Profits at Lloyds fell due to rising operating costs and the need to set aside £377m to cover possible bad debts caused by rising inflation and rising interest rates. ‘interest. Last year its profits were boosted by a £734million credit gain due to Covid-19 losses well below expectations.
Despite the cost of living crisis compressing household incomes, Lloyds chief executive Charlie Nunn said most of its customers are proving financially resilient and the bank has not seen an increase in loans.
As a result, the group increased its dividend by 20% to 0.8p per share, a payout of around £550m to shareholders.

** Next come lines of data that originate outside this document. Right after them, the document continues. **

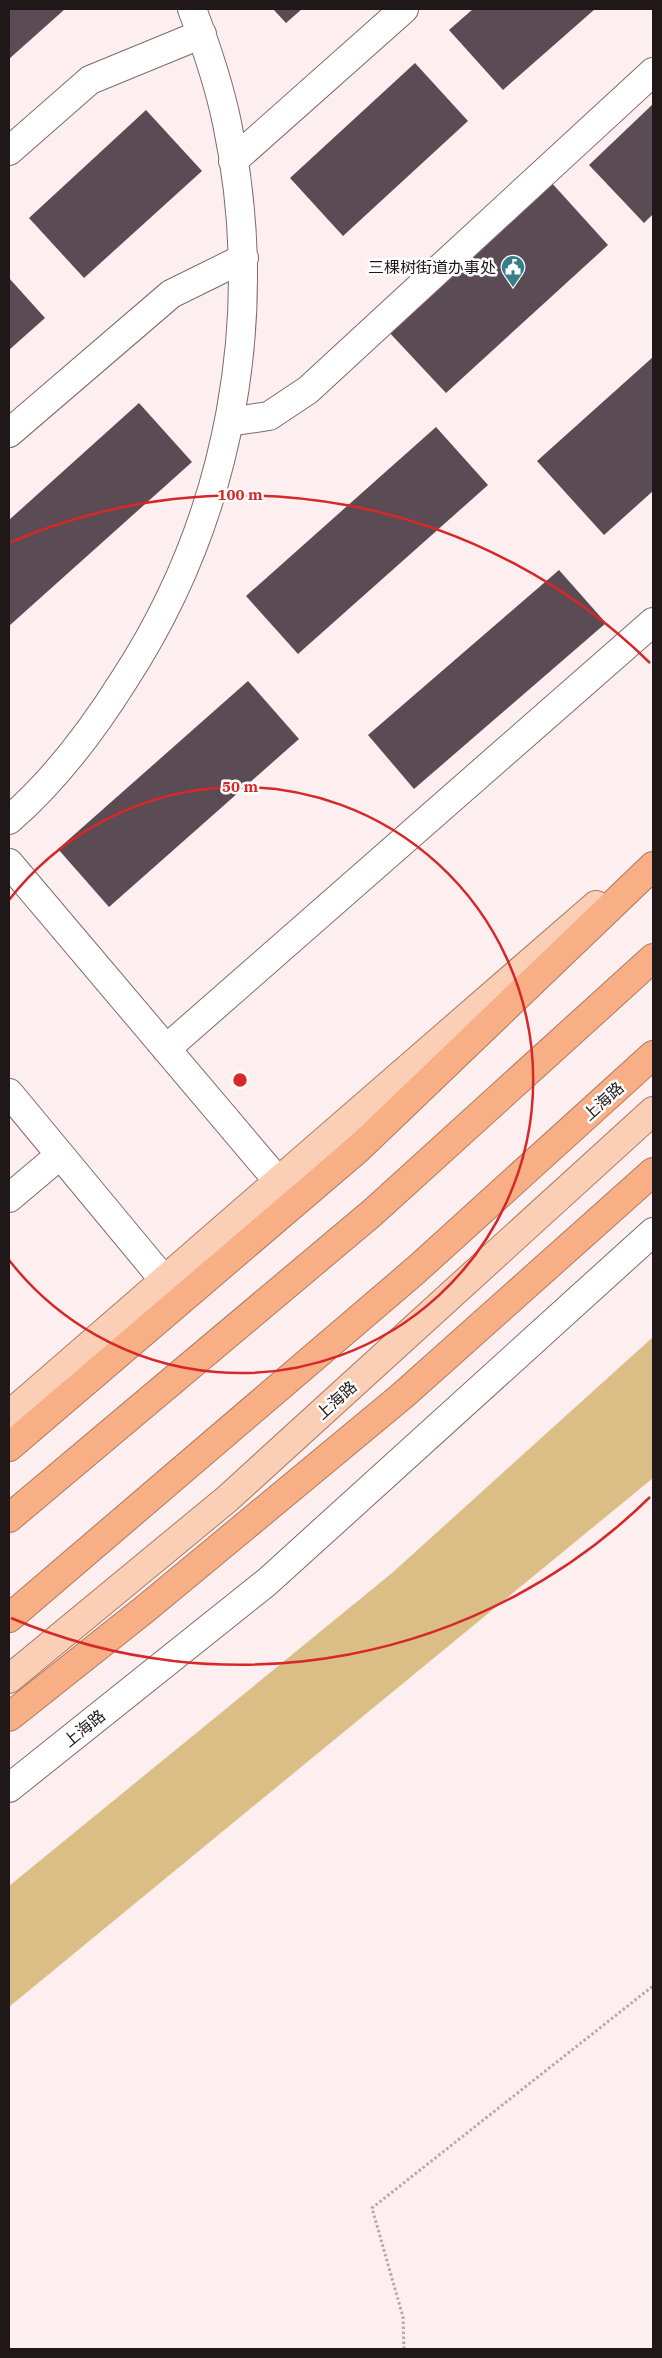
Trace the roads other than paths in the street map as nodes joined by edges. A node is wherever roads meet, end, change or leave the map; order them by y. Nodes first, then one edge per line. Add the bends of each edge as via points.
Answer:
1 (192, 9) edge
2 (404, 9) edge
3 (202, 34) junction
4 (653, 72) edge
5 (9, 150) edge
6 (233, 161) junction
7 (244, 258) junction
8 (229, 422) junction
9 (9, 433) edge
10 (653, 622) edge
11 (12, 812) edge
12 (653, 854) edge
13 (9, 863) edge
14 (653, 866) edge
15 (653, 958) edge
16 (166, 1049) junction
17 (653, 1055) edge
18 (9, 1093) edge
19 (653, 1111) edge
20 (60, 1155) junction
21 (653, 1172) edge
22 (278, 1181) junction
23 (9, 1198) edge
24 (653, 1232) edge
25 (164, 1280) junction
26 (9, 1415) edge
27 (9, 1447) edge
28 (9, 1518) edge
29 (9, 1618) edge
30 (9, 1679) edge
31 (9, 1717) edge
32 (9, 1788) edge

1 - 3 street
2 - 6 street
3 - 5 street via 90,80
3 - 6 street via 227,122
4 - 8 street via 308,390 269,416
6 - 7 street
7 - 8 street via 242,326
7 - 9 street via 171,294
8 - 11 street via 201,527 175,591 143,651 106,709 64,763
10 - 16 street
12 - 22 main road
13 - 16 street
14 - 27 highway via 359,1148
15 - 28 highway via 372,1213
16 - 22 street
17 - 29 highway, 上海路 via 416,1270
18 - 20 street
19 - 30 main road, 上海路 via 227,1499
20 - 23 street
20 - 25 street
21 - 31 highway via 402,1396
22 - 25 main road
24 - 32 street, 上海路 via 267,1582
25 - 26 main road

Moreover, it now expects its net interest margin or profit margin to exceed 2.8%, compared to the previous forecast of 2.7% and 2.54% last year.
Mr. Nunn said: “We delivered a strong financial performance in the first half of 2022 based on improved revenues, increased capex and benign asset quality alongside continued business momentum. Our financial performance in the first half allowed us to improve our guidance for 2022.”
However, given the uncertain economic outlook, Lloyds did not opt for a long-term forecast. “We are confident in the future and are executing well, but it is simply too early to update longer-term numbers,” Mr Nunn said. Lloyds is the UK’s largest mortgage lender and the size of its home loan portfolio increased by 1% to £296.6bn in the first half.
Elsewhere, the Yorkshire Building Society said its pre-tax profit for the first half of the year rose from £147.7million to £243.4million, thanks to strong loan growth. It provided 25,000 new residential mortgages in the first half, with balances rising in the first half by £1.4bn to a record £43.3bn.